Nem tinha acabado de pensar, já estava o homem com cauda de rato a dizer "O que é a Fenícia?".
"Isso não interessa, é complicado, não ias entender, é muito bom!" disse apressadamente o homem com cabeça de cão atropelando as palavras.
O homem com orelhas de gato, compreendeu que a mercadoria tinha acabado de perder valor e disse, "Uma".
"UMA?!" gritou o homem com cabeça de cão, "mas já tinhas oferecido duas, não podes baixar, isso não é regatear honestamente."
O homem com orelhas de gato, sorriu de lado, como apenas os gatenses sabem saber, e respondeu "mas tu mentiste e, por isso, acho que afinal vale ainda menos do que tinha pensado." Na realidade, o homem com orelhas de gato entendeu foi que o homem com cabeça de cão estava desesperado por vender o instrumento e que podia reduzir o preço.
O homem com cabeça de cão estava realmente desesperado... Como poderia regressar a casa sem dinheiro para o combóio? Estava nas mãos do homem com orelhas de gato. Ou talvez não... "Ó homem com com cauda de rato, quanto dás tu pelo instrumento?".
Por esta não esperava o homem com orelhas de gato. Apressou-se a protestar "o negócio é comigo! Não podes agora vender a outro."

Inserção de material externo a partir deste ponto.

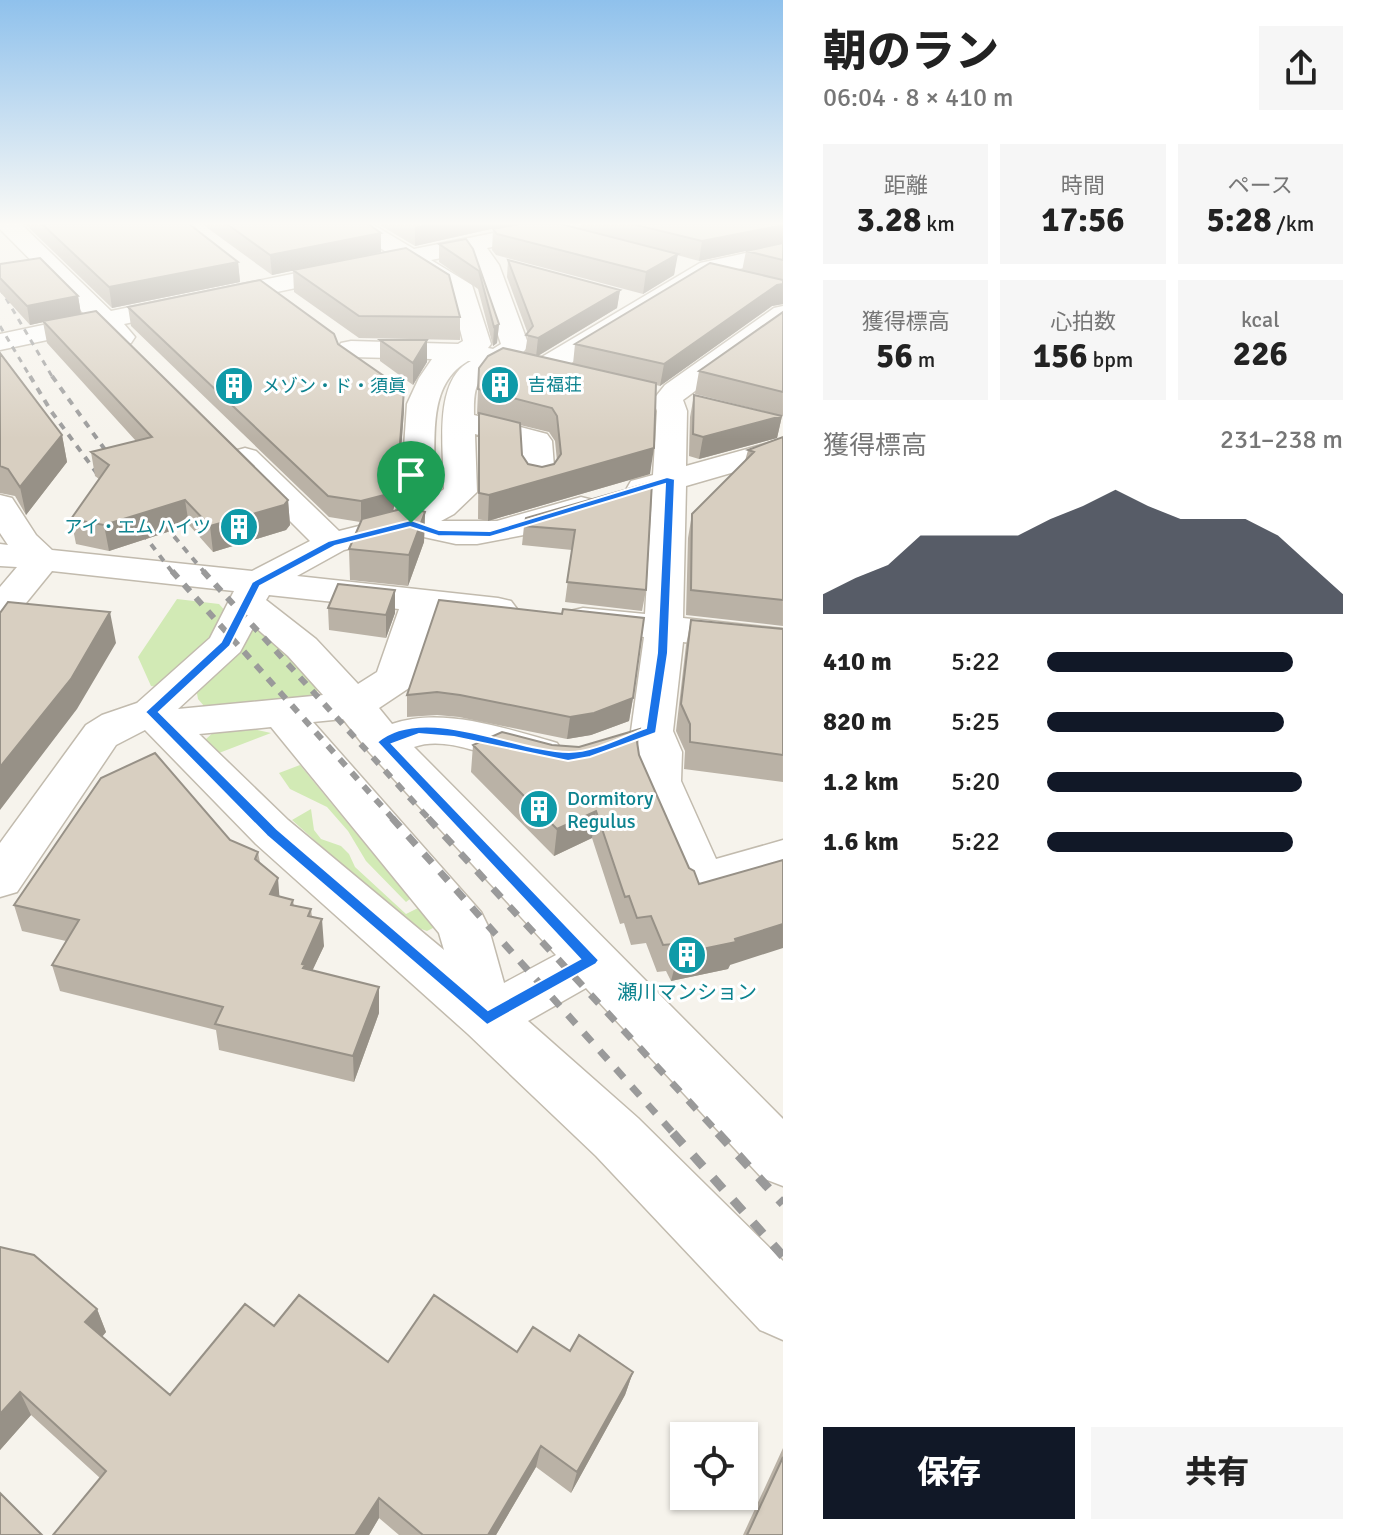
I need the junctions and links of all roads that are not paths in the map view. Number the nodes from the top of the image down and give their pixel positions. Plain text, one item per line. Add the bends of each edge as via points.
1 (80, 296) edge
2 (222, 296) edge
3 (275, 296) edge
4 (464, 296) edge
5 (500, 296) edge
6 (661, 296) edge
7 (616, 297) edge
8 (289, 305) edge
9 (645, 305) junction
10 (783, 314) edge
11 (105, 320) junction
12 (326, 332) edge
13 (0, 342) edge
14 (351, 349) junction
15 (467, 352) junction
16 (139, 353) edge
17 (498, 359) junction
18 (540, 370) junction
19 (583, 380) edge
20 (422, 404) junction
21 (460, 421) junction
22 (778, 433) edge
23 (229, 442) edge
24 (670, 479) junction
25 (539, 480) edge
26 (0, 505) edge
27 (411, 523) junction
28 (332, 543) junction
29 (0, 555) edge
30 (42, 560) junction
31 (251, 594) junction
32 (421, 601) junction
33 (0, 611) edge
34 (663, 627) junction
35 (783, 641) edge
36 (354, 705) junction
37 (282, 713) junction
38 (158, 718) junction
39 (384, 742) junction
40 (613, 744) junction
41 (783, 857) edge
42 (0, 879) edge
43 (591, 960) junction
44 (487, 1018) junction
45 (783, 1159) edge
46 (783, 1307) edge

1 - 11 street
2 - 11 street
3 - 8 street
4 - 15 street via 477,344
5 - 17 street via 515,346
6 - 9 street
7 - 9 street
9 - 18 street
10 - 24 street via 668,400
11 - 13 street
11 - 16 street
12 - 14 street
14 - 15 street
14 - 20 street via 350,355
15 - 17 street
15 - 20 street via 444,363
17 - 18 street
17 - 21 street via 473,371 459,391
18 - 19 street
20 - 27 street
21 - 25 street via 536,441
21 - 27 street via 460,492
22 - 24 street
23 - 28 street
24 - 27 street via 490,534 438,533
24 - 34 street
26 - 30 street via 23,542
27 - 28 street
28 - 31 street
29 - 30 street
30 - 31 street
30 - 33 street
31 - 32 street
31 - 36 street
31 - 38 street via 226,644
32 - 34 street
32 - 36 street via 395,679
34 - 35 street
34 - 40 street via 663,653
36 - 37 street
36 - 39 street
37 - 38 street
37 - 44 street via 463,926
38 - 42 street via 117,725 101,735
38 - 44 street via 272,832
39 - 40 street via 418,730 550,755
39 - 43 street
40 - 41 street via 660,752 659,781 702,881
43 - 44 street
43 - 45 street
44 - 46 street via 617,1137

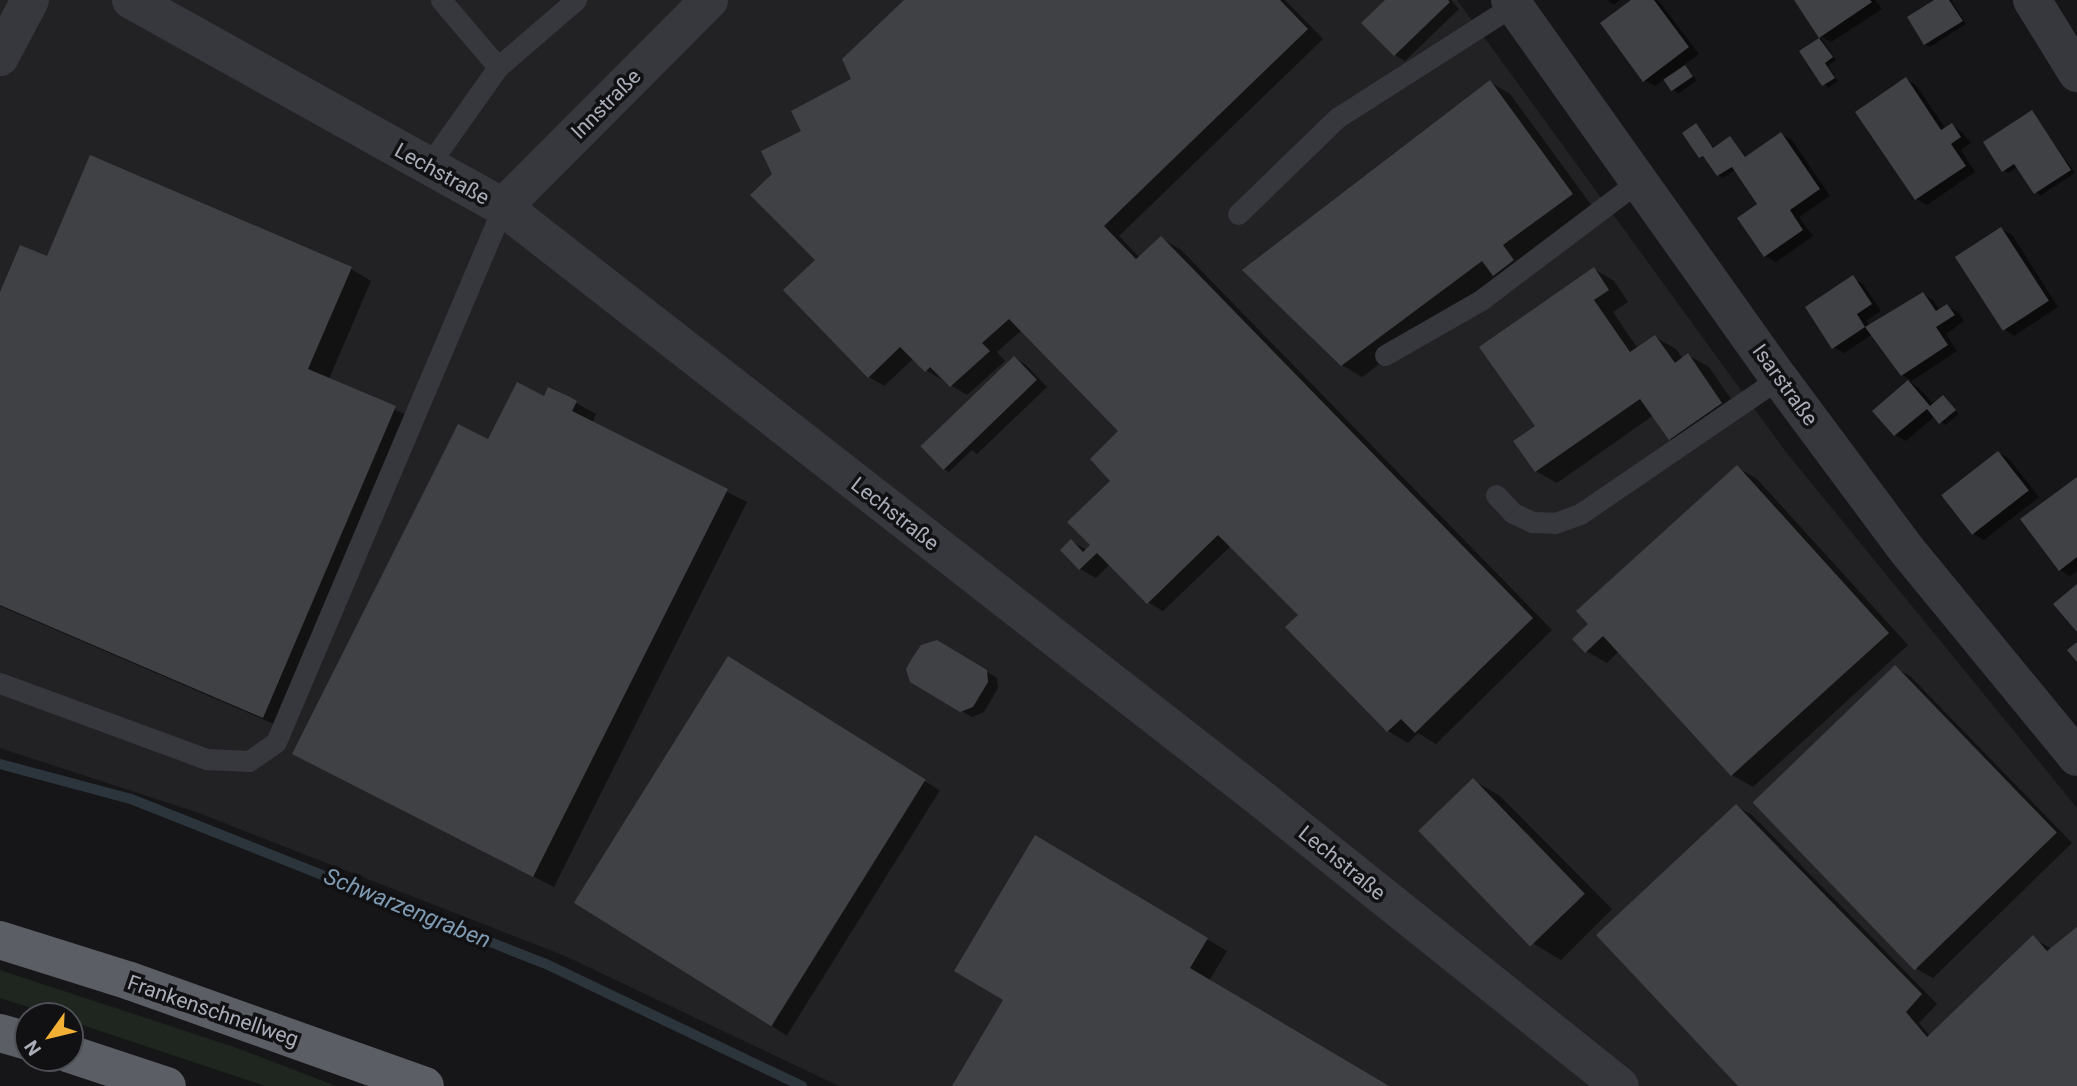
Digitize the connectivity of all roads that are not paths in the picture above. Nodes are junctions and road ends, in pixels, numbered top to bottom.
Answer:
1 (30, 0) edge
2 (131, 0) edge
3 (441, 0) edge
4 (576, 0) edge
5 (709, 0) edge
6 (2032, 0) edge
7 (1512, 3) edge
8 (0, 57) edge
9 (498, 67) junction
10 (2077, 73) edge
11 (428, 166) junction
12 (1640, 180) junction
13 (503, 207) junction
14 (1238, 214) dead end
15 (1385, 355) dead end
16 (1779, 378) junction
17 (1496, 495) dead end
18 (0, 683) edge
19 (2077, 757) edge
20 (0, 940) edge
21 (84, 1059) edge
22 (167, 1086) edge
23 (425, 1086) edge
24 (1620, 1086) edge

1 - 8 street
2 - 11 street, Lechstraße
3 - 9 lane
4 - 9 lane
5 - 13 street, Innstraße
6 - 10 street
7 - 12 street, Isarstraße
7 - 14 lane
9 - 11 lane
11 - 13 street, Lechstraße
12 - 15 lane
12 - 16 street, Isarstraße
13 - 18 lane
13 - 24 street, Lechstraße
16 - 17 lane
16 - 19 street, Isarstraße
20 - 23 highway, Frankenschnellweg
21 - 22 highway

"Posso, posso" disse o homem com cabeça de cão. "Baixaste o preço e eu acho que isto vale três, mesmo que os fenícios não lhe tenham tocado."
O homem com cauda de rato ficou surpreendido. Até tinha três no bolso e estava lisongeado por, pela primeira vez, o terem considerado. Não era normal ter peças ouro, mas o trabalhinho daquela manhã tinha corrido bem e, por isso, podia pagar.
O homem com orelhas de gato disse logo, "prontos, dou duas e meia".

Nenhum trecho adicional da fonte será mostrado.